═════ Provided data
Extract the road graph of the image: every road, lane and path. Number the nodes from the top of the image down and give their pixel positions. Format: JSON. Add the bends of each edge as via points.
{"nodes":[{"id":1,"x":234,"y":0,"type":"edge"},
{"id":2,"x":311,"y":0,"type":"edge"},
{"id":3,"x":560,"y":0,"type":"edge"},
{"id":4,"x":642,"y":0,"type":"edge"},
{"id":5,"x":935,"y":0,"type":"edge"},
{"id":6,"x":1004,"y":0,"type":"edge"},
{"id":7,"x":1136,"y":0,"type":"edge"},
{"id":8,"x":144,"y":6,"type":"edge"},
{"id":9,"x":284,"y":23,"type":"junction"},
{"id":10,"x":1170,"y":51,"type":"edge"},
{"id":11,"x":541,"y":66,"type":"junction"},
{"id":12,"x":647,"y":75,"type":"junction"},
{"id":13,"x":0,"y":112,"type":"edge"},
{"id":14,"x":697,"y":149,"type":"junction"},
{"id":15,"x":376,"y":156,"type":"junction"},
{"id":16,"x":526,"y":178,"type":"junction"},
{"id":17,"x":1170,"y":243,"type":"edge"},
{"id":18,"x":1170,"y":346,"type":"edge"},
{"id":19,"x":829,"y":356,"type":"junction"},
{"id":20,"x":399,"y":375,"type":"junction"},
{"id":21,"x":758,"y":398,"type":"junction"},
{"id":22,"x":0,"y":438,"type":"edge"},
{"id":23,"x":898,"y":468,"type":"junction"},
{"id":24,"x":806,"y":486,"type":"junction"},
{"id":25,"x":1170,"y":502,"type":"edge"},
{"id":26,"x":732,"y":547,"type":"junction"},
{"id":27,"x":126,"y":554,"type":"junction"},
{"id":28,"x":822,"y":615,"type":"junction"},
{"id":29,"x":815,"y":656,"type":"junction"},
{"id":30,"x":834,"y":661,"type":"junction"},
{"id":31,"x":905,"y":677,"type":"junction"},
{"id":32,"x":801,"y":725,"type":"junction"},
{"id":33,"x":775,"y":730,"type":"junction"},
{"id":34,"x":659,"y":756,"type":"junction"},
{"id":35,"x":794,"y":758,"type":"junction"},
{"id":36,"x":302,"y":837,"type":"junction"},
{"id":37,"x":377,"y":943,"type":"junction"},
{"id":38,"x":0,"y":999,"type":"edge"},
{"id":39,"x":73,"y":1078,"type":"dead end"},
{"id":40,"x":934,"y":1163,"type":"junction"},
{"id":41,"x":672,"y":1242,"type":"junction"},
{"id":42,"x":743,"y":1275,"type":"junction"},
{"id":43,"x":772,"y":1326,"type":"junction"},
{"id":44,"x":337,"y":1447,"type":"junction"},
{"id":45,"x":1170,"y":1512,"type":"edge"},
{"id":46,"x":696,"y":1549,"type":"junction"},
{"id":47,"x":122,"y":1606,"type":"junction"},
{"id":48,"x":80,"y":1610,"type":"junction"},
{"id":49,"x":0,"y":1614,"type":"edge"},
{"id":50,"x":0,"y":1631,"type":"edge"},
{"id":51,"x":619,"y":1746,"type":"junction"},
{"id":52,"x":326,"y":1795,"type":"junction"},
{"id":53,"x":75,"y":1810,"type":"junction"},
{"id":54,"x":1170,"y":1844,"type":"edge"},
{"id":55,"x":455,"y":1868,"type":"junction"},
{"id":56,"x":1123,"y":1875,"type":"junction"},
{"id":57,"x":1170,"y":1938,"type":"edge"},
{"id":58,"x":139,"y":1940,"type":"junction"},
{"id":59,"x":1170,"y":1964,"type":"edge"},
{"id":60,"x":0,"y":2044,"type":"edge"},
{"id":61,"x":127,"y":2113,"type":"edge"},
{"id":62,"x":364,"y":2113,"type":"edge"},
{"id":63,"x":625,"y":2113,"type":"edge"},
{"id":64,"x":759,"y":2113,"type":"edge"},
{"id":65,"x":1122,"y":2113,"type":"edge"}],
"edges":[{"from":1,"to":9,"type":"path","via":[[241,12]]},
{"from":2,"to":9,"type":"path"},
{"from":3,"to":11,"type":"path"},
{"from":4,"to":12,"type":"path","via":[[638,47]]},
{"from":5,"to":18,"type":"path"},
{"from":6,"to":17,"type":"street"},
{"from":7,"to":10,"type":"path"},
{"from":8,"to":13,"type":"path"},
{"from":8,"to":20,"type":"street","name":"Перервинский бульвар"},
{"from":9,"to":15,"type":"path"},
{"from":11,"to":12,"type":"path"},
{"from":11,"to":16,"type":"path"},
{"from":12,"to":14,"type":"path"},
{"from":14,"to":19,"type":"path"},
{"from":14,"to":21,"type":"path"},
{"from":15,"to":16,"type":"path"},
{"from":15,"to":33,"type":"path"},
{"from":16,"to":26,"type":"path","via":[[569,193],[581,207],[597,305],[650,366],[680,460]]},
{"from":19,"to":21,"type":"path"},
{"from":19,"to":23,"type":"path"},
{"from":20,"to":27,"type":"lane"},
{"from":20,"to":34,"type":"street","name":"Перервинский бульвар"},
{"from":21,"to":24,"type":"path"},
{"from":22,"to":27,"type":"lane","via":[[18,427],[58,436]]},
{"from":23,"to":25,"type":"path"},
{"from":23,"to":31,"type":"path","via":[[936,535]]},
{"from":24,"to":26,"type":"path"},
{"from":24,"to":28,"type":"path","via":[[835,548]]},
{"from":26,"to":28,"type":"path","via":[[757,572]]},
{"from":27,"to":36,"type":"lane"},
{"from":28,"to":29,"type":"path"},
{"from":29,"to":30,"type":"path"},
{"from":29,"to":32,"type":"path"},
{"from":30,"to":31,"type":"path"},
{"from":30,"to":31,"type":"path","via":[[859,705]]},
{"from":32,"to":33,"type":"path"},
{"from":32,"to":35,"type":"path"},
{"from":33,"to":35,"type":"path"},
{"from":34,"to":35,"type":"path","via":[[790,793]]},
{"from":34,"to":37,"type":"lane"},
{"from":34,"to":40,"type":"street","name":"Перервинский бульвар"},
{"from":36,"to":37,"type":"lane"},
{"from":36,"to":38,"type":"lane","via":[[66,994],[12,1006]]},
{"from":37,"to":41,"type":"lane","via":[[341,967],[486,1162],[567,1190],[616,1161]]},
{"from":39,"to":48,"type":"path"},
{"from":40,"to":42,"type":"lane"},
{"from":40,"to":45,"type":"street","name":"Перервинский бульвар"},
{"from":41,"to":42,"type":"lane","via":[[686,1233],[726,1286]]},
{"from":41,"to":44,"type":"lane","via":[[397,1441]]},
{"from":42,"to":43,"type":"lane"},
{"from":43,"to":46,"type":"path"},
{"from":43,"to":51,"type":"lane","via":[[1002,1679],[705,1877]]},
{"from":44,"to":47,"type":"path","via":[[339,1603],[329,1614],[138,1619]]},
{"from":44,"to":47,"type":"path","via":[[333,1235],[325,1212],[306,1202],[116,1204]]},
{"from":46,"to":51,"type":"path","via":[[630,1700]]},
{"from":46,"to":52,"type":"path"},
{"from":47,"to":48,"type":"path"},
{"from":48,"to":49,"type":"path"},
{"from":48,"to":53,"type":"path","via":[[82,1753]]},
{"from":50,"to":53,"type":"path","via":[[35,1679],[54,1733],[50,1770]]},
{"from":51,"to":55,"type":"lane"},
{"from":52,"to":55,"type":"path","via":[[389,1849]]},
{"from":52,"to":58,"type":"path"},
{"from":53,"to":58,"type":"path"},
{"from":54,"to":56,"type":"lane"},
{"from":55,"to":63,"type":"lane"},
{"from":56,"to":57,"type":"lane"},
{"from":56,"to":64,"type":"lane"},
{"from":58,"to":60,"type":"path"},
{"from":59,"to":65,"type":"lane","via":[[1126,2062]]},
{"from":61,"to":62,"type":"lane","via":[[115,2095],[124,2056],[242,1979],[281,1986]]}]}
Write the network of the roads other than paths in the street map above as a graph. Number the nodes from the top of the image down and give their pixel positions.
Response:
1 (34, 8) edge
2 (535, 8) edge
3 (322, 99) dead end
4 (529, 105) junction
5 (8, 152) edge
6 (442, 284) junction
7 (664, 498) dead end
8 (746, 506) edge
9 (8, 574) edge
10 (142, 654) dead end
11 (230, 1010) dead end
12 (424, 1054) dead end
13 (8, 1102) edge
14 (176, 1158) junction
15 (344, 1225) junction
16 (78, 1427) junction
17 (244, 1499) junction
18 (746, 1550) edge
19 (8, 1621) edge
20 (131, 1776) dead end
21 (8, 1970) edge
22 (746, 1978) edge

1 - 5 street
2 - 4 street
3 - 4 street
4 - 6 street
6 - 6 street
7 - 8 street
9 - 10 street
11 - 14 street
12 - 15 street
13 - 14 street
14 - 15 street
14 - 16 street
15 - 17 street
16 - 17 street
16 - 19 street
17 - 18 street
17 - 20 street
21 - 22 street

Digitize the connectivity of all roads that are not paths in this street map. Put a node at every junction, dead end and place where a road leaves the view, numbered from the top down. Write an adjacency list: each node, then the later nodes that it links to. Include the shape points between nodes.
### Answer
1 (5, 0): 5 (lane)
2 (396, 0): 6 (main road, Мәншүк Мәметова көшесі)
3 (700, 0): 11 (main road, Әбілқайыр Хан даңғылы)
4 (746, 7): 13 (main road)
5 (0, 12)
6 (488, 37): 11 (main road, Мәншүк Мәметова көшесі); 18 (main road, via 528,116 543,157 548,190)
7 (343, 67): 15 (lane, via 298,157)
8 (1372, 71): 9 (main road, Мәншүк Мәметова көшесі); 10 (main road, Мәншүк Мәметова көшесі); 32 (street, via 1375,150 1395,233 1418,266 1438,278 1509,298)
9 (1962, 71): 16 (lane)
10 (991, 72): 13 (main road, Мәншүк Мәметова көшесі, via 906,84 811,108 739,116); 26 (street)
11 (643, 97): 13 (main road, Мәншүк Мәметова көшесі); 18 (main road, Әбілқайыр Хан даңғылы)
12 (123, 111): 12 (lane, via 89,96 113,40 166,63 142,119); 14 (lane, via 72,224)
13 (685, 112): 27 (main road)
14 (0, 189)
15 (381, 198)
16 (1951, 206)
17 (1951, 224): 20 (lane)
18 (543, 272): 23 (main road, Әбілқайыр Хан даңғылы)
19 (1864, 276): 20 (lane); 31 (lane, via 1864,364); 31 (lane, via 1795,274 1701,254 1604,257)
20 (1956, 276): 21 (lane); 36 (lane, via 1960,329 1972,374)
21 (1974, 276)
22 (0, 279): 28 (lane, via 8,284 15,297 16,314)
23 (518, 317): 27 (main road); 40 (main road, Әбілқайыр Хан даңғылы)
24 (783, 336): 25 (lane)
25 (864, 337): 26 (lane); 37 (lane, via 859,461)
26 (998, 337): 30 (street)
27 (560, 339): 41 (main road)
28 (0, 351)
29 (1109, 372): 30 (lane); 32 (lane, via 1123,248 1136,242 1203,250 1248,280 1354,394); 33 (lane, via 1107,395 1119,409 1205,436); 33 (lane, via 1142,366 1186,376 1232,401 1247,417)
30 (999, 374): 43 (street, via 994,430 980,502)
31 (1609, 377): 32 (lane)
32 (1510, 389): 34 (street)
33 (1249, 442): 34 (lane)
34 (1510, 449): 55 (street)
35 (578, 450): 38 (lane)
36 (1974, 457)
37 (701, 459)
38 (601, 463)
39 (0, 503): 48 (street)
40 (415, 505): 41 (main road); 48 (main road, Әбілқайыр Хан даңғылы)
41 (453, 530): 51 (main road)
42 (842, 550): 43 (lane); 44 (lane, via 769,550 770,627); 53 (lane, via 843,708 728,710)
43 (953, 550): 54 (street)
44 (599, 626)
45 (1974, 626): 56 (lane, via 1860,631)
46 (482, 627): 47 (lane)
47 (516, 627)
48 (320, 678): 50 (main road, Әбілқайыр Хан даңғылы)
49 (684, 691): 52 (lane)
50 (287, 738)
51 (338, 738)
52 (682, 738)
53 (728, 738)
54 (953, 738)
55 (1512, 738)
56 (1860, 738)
══════════
### Goal of the exercise
Please report the number of lines in this material holding the word "бульвар", and add no other words.

### Output of the task
4